Catarata Vuelta del Cañon: a magical mossy canyon waterfall in Bajos del Toro

Located deep in a pristine cloud forest lies one of the most atmospheric waterfalls in all of Costa Rica. With towering mossy walls and turquoise water, this double drop waterfall has the wow factor. By the time we came to visit Catarata Vuelta del Cañon, we’d visited over 50 waterfalls in Costa Rica, and it still left us speechless. It’s the sort of place that feels like it could be in a fairytale.

It requires more effort than most to reach because you’ll have to make many river crossings. But in dry season the river is low and calm and the majority of the trail is flat.

Here’s everything you need to know about visiting Catarata Vuelta del Cañon.


The walk to Catarata Vuelta del Cañon

The stats

Distance: 10.2km return
Elevation gain:
250m
Difficulty:
Moderate

Depending on recent rain the track will either be relatively easy, or a little more challenging. We hiked in the dry season (in March) but unfortunately for us there had been huge amounts of recent rain and the track was extremely muddy.

We’re talking tie your boots as tight as you possibly can or you’ll lose them type mud. And this was for around half the walk. Our friend had hiked the trail the year before in dry season and had virtually no mud whatsoever, so it’s really the luck of the draw.

Mud aside the terrain is generally quite easy, there are no steep ascents or descents, in fact it’s mainly flat.
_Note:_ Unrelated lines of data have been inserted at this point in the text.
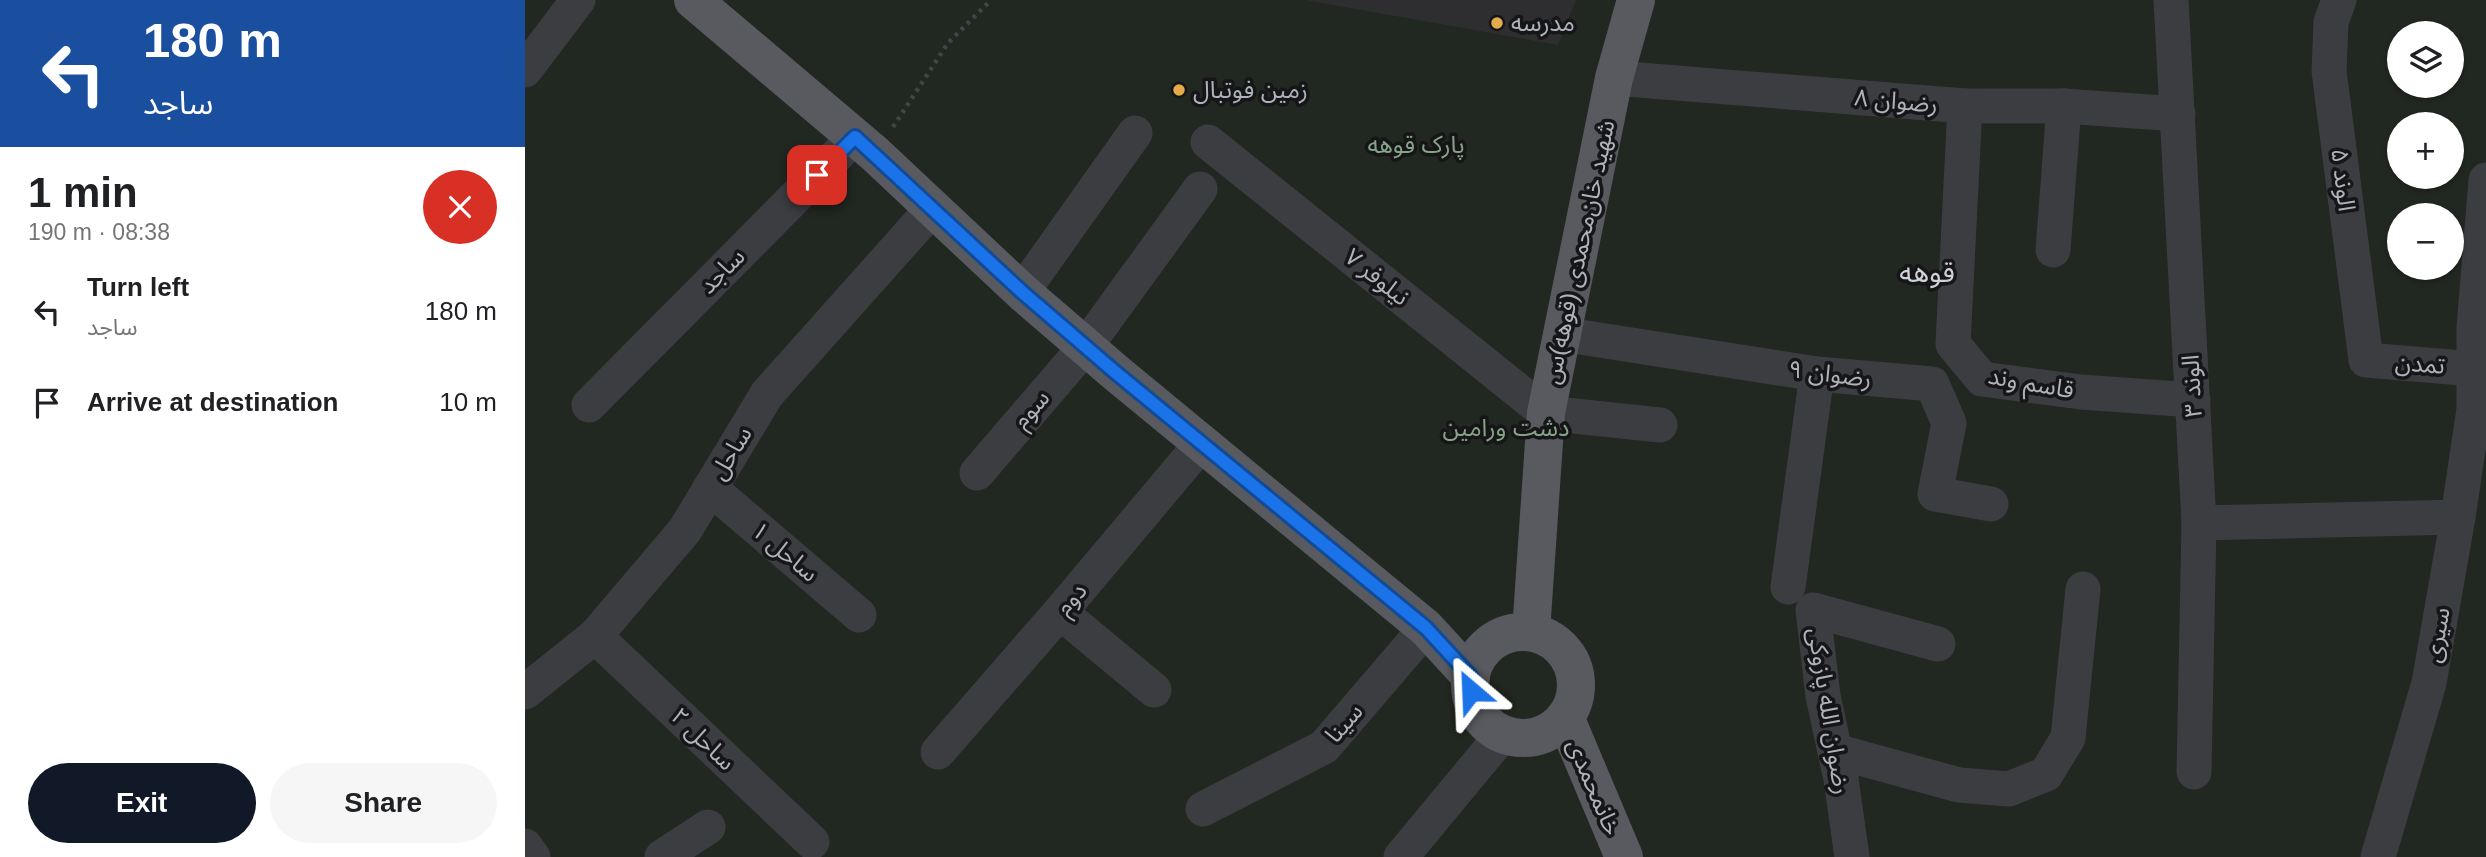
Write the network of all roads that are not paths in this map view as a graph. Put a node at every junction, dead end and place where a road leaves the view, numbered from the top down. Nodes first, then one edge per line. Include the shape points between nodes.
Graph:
1 (578, 0) edge
2 (693, 0) edge
3 (1636, 0) edge
4 (2171, 0) edge
5 (2339, 0) edge
6 (525, 70) edge
7 (1614, 78) junction
8 (1965, 106) junction
9 (2064, 106) junction
10 (2178, 114) junction
11 (1135, 133) dead end
12 (1207, 142) dead end
13 (865, 145) junction
14 (2486, 180) edge
15 (1200, 189) dead end
16 (933, 208) junction
17 (2053, 250) dead end
18 (1022, 292) junction
19 (1561, 334) junction
20 (1086, 346) junction
21 (2366, 360) joint
22 (2474, 369) junction
23 (1817, 374) junction
24 (2193, 400) junction
25 (589, 405) dead end
26 (2480, 410) edge
27 (1546, 412) junction
28 (1660, 425) dead end
29 (1202, 443) junction
30 (977, 473) dead end
31 (710, 488) junction
32 (1991, 504) dead end
33 (2458, 517) junction
34 (2199, 523) junction
35 (1788, 587) dead end
36 (2083, 589) dead end
37 (1060, 612) junction
38 (859, 615) dead end
39 (1426, 628) junction
40 (1531, 632) junction
41 (595, 636) junction
42 (1938, 644) dead end
43 (1471, 677) junction
44 (1154, 690) dead end
45 (525, 692) edge
46 (1565, 717) junction
47 (1503, 733) junction
48 (1835, 751) junction
49 (939, 752) dead end
50 (2194, 772) dead end
51 (1203, 810) dead end
52 (708, 827) dead end
53 (812, 842) dead end
54 (525, 846) edge
55 (1613, 850) edge
56 (533, 857) edge
57 (662, 857) edge
58 (1401, 857) edge
59 (1851, 857) edge
60 (2378, 857) edge

1 - 6 street
2 - 13 main road
3 - 7 main road, شهید خان‌محمدی (قوهه)س
4 - 10 street, الوند ۳
5 - 21 street, الوند ۵ via 2330,22 2329,71
7 - 8 street, رضوان ۸
7 - 19 main road, شهید خان‌محمدی (قوهه)س
8 - 9 street, رضوان ۸
8 - 24 street, قاسم وند via 1953,344 1982,379
9 - 10 street, رضوان ۸
9 - 17 street
10 - 24 street, الوند ۳
11 - 18 street
12 - 27 street, نیلوفر ۷
13 - 16 main road
13 - 25 street, ساجد
14 - 22 street, سیری
15 - 20 street, سوم
16 - 18 main road
16 - 31 street, ساحل via 767,394
18 - 20 main road
19 - 23 street, رضوان ۹
19 - 27 main road, شهید خان‌محمدی (قوهه)س
20 - 29 main road
20 - 30 street, سوم
21 - 22 street, تمدن
22 - 26 street, سیری
23 - 32 street, رضوان ۹ via 1932,384 1949,423 1935,494
23 - 35 street
24 - 34 street, الوند ۳
26 - 33 street, سیری
27 - 28 street
27 - 40 main road, شهید خان‌محمدی (قوهه)س
29 - 37 street, دوم
29 - 39 main road
31 - 38 street, ساحل ۱
31 - 41 street, ساحل via 685,530
33 - 34 street
33 - 60 street, سیری via 2429,683
34 - 50 street, الوند ۳
36 - 48 street via 2068,738 2046,774 2009,789 1959,785
37 - 44 street
37 - 49 street, دوم
39 - 43 main road
39 - 51 street, سینا via 1324,747
40 - 43 main road via 1491,642
40 - 46 main road via 1556,643 1572,665 1575,692
41 - 45 street, ساحل
41 - 53 street, ساحل ۲
42 - 48 street, رضوان الله پازوکی via 1813,610
43 - 47 main road via 1474,705 1490,726
46 - 47 main road via 1555,727 1529,737
46 - 55 main road, خانمحمدی
47 - 58 street
48 - 59 street, رضوان الله پازوکی
52 - 57 street
54 - 56 street

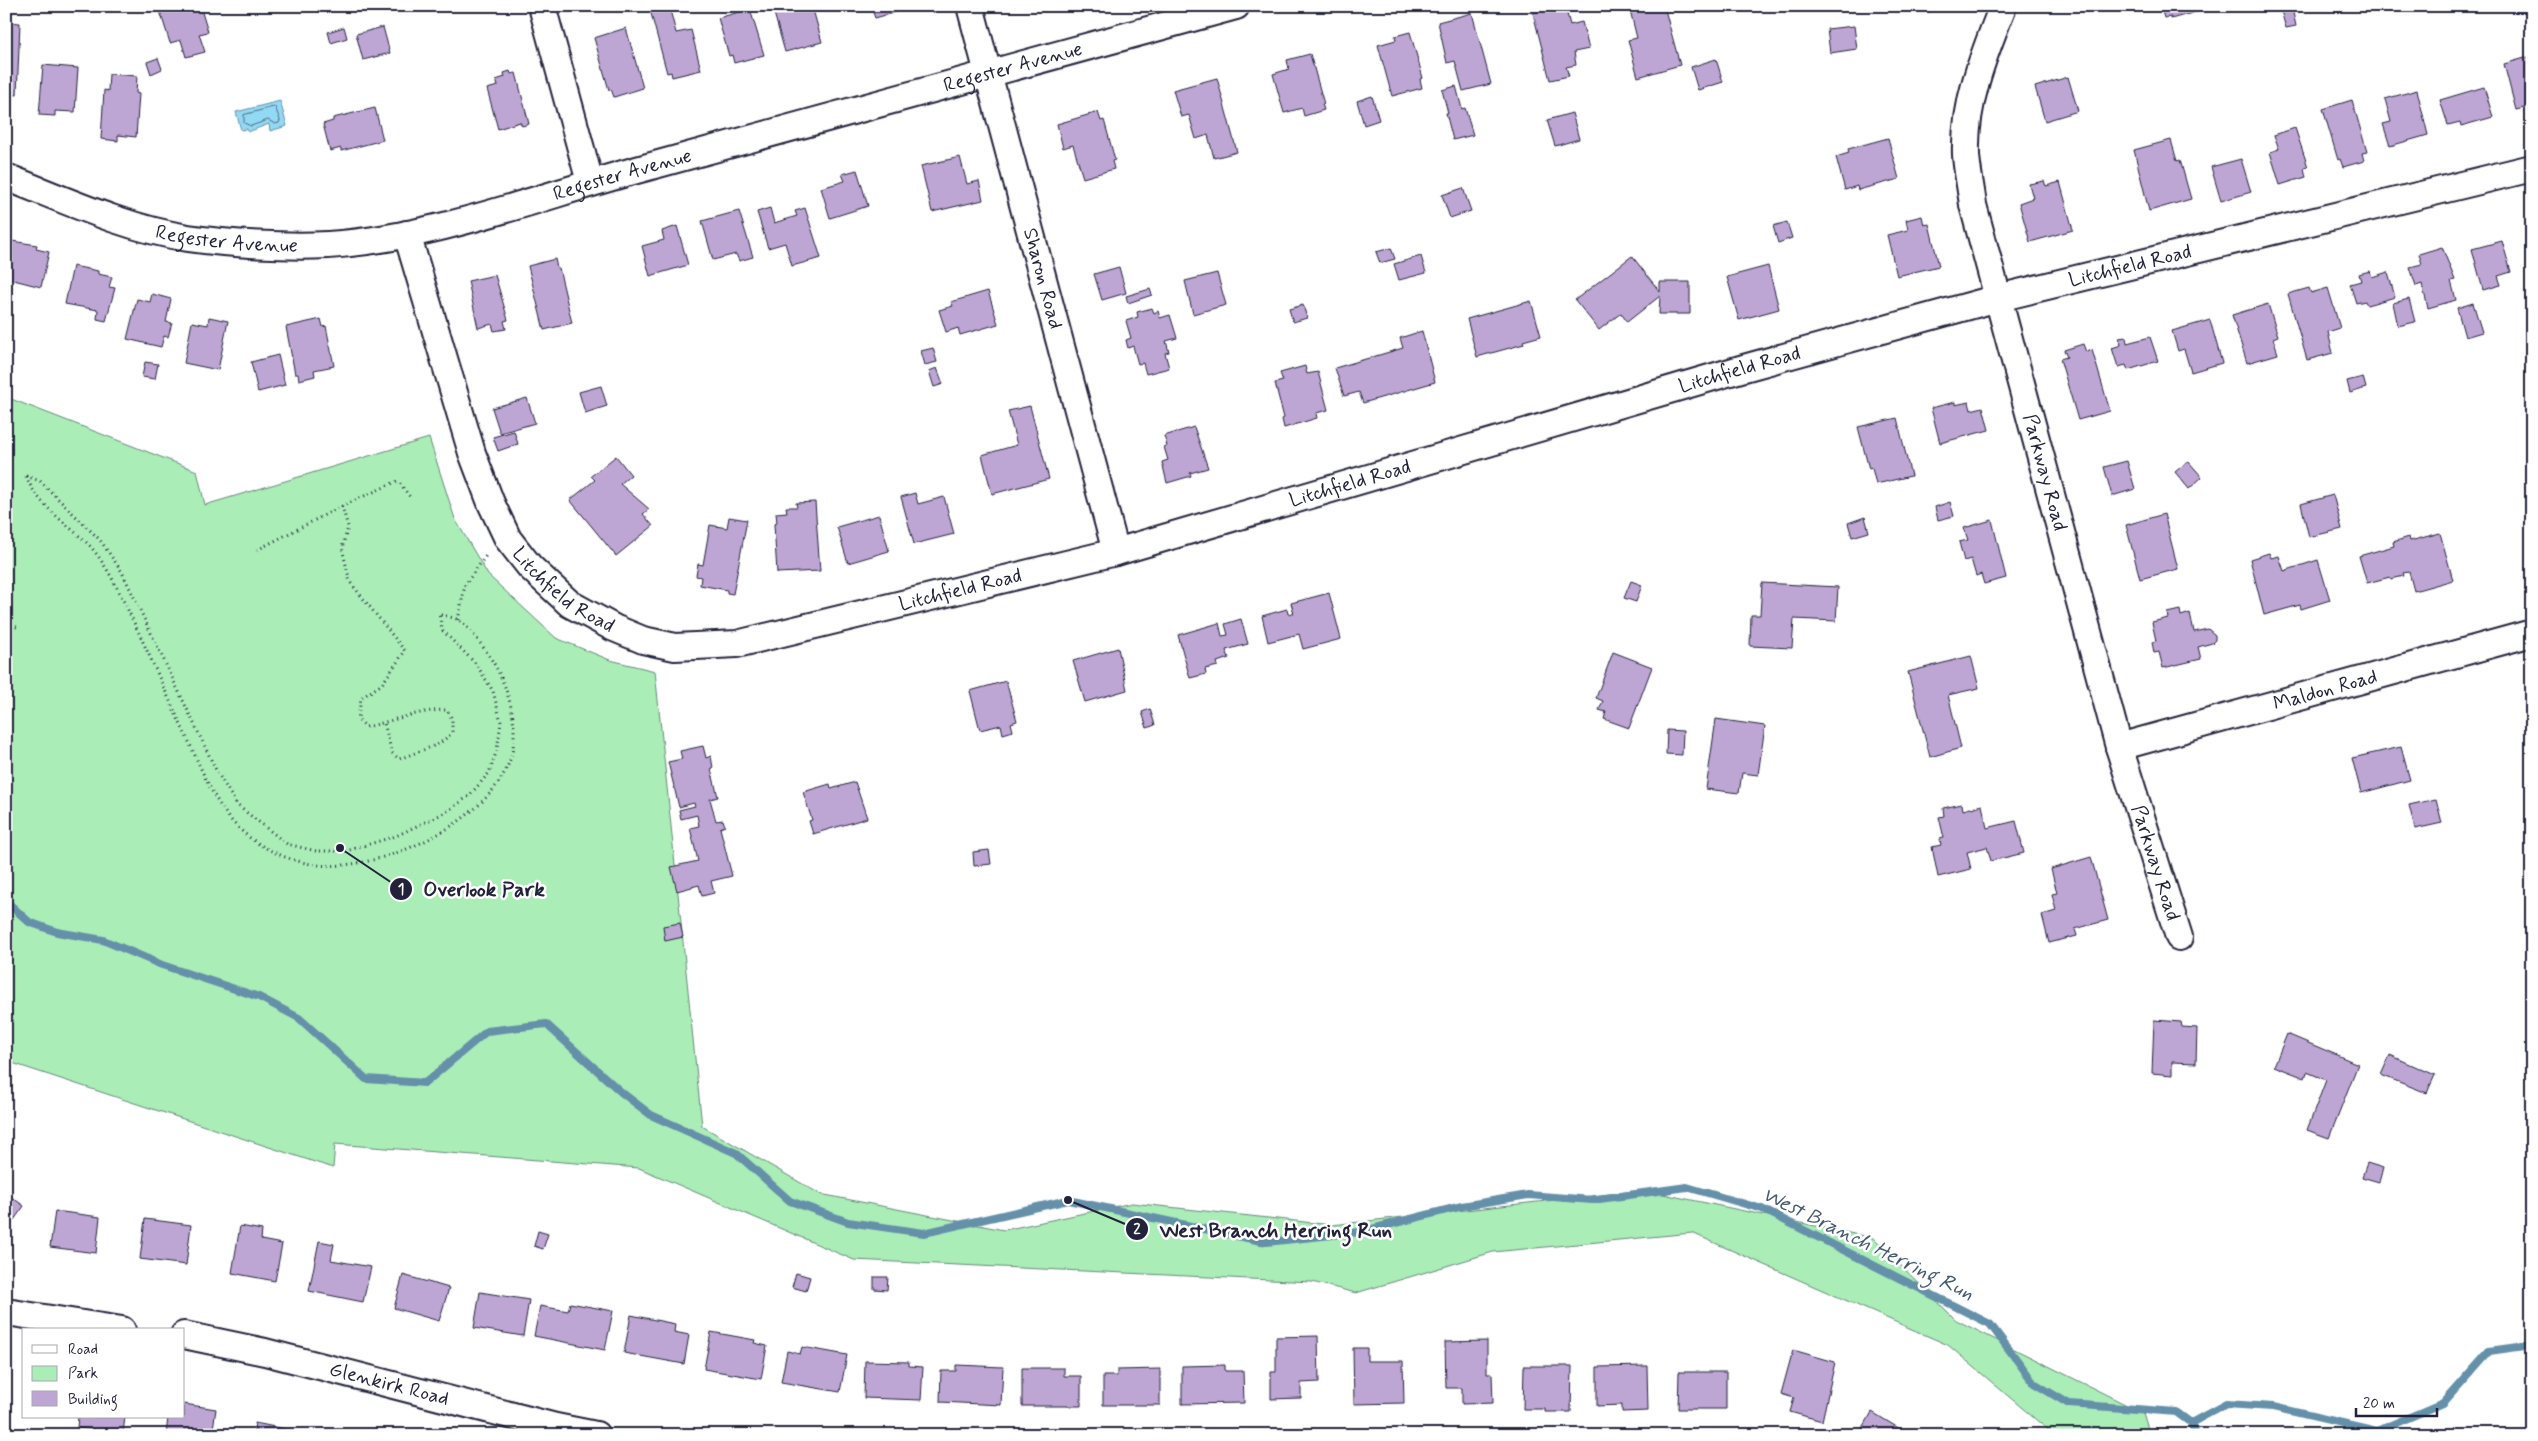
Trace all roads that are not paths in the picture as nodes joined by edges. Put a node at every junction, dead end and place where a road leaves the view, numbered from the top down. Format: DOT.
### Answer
graph roads {
  1 [pos="542,6"];
  2 [pos="970,6"];
  3 [pos="1236,6"];
  4 [pos="2003,6"];
  5 [pos="988,74"];
  6 [pos="2532,168"];
  7 [pos="6,177"];
  8 [pos="590,182"];
  9 [pos="407,234"];
  10 [pos="1998,298"];
  11 [pos="1116,552"];
  12 [pos="2532,633"];
  13 [pos="2119,747"];
  14 [pos="2179,936"];
  15 [pos="6,1312"];
  16 [pos="109,1328"];
  17 [pos="185,1335"];
  18 [pos="596,1435"];
  1 -- 8 [label="street"];
  2 -- 5 [label="street, Sharon Road"];
  3 -- 5 [label="street, Regester Avenue"];
  4 -- 10 [label="street, Parkway Road"];
  5 -- 8 [label="street, Regester Avenue"];
  5 -- 11 [label="street, Sharon Road"];
  6 -- 10 [label="street, Litchfield Road"];
  7 -- 9 [label="street, Regester Avenue"];
  8 -- 9 [label="street, Regester Avenue"];
  9 -- 11 [label="street, Litchfield Road"];
  10 -- 11 [label="street, Litchfield Road"];
  10 -- 13 [label="street, Parkway Road"];
  12 -- 13 [label="street, Maldon Road"];
  13 -- 14 [label="street, Parkway Road"];
  15 -- 16 [label="street"];
  17 -- 18 [label="street, Glenkirk Road"];
}
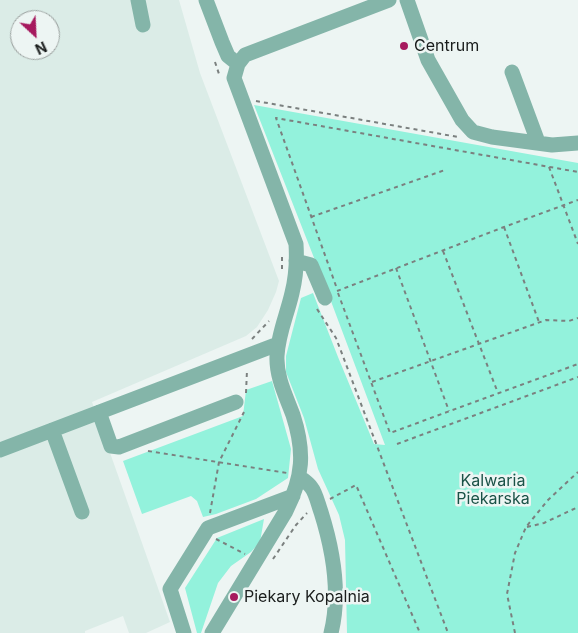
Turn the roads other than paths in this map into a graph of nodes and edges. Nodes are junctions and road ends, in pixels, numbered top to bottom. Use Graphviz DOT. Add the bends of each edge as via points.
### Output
graph roads {
  1 [pos="138,0"];
  2 [pos="206,0"];
  3 [pos="389,0"];
  4 [pos="407,0"];
  5 [pos="143,25"];
  6 [pos="238,64"];
  7 [pos="512,72"];
  8 [pos="538,142"];
  9 [pos="578,142"];
  10 [pos="296,261"];
  11 [pos="326,299"];
  12 [pos="278,344"];
  13 [pos="236,402"];
  14 [pos="99,412"];
  15 [pos="52,430"];
  16 [pos="0,450"];
  17 [pos="300,476"];
  18 [pos="293,496"];
  19 [pos="82,512"];
  20 [pos="184,633"];
  21 [pos="212,633"];
  22 [pos="331,633"];
  1 -- 5 [label="street"];
  2 -- 6 [label="street" via="228,56"];
  3 -- 6 [label="street" via="245,55"];
  4 -- 8 [label="street" via="428,60 462,120 473,132"];
  6 -- 10 [label="street" via="234,78 293,233"];
  7 -- 8 [label="street"];
  8 -- 9 [label="street" via="552,145"];
  10 -- 11 [label="street" via="310,265"];
  10 -- 12 [label="street" via="293,288"];
  12 -- 14 [label="street"];
  12 -- 17 [label="street" via="278,369 299,440"];
  13 -- 14 [label="street" via="118,446 112,446"];
  14 -- 15 [label="street"];
  15 -- 16 [label="street"];
  15 -- 19 [label="street"];
  17 -- 18 [label="street"];
  17 -- 22 [label="street" via="312,487 328,536 336,591"];
  18 -- 20 [label="street" via="208,528 170,589"];
  18 -- 21 [label="street"];
}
However, there are a number of river crossings.

For some you could rock hop if the water level is low enough, but you cannot rock hop all of them, so you will get wet no matter what.

However, the water level was usually knee deep or lower and never went above waist height (very rare) and this was after a lot of rain.


Before we get started - you’ll need to hire a guide

Before we get started on the trail notes, it’s worth knowing that you do need a guide for this walk. Even though there are a decent number of arrows along the path showing you the way, and you could probably manage fine without, it crosses private land, which is only allowed with a guide.

There are many different guides in the area, but it can be hard to lock one down! Before you even reach Bajos del Toro, you’ll see signposts advertising guides and there are more signs in town. There’s even a dedicated car park with more signs that include the number to call for a guide.

They never picked up, and never answered Whatsapp. And we tried many times over several days, we also spoke to another couple that never heard back from them.

If this happens to you we’d recommend heading over to Catarata Tesoro Escondido and asking for a guide there. You will ideally do this the day before, or at worst before 8am on the day you want to go (but that’s a risk, the day before is better).

This is where we secured our guide. If you have no luck send us a DM as we can probably give you a few more contacts, but the guide we personally used was the nephew of the owner of Catarata Tesoro Escondido (who was very nice).

How much it costs will depend on which guide you use. I saw reviews of Costa Ricans who paid USD $12. This is amazing value, however, it will partially depend on luck as we had trouble finding someone to take us full stop, let alone at a good rate.

We ended up paying USD $25 each. Although this is decent value by Costa Rican standards, it’s expensive by Bajos del Toro standards - which is why if you have a bit of time on your side, it’s worth shopping around.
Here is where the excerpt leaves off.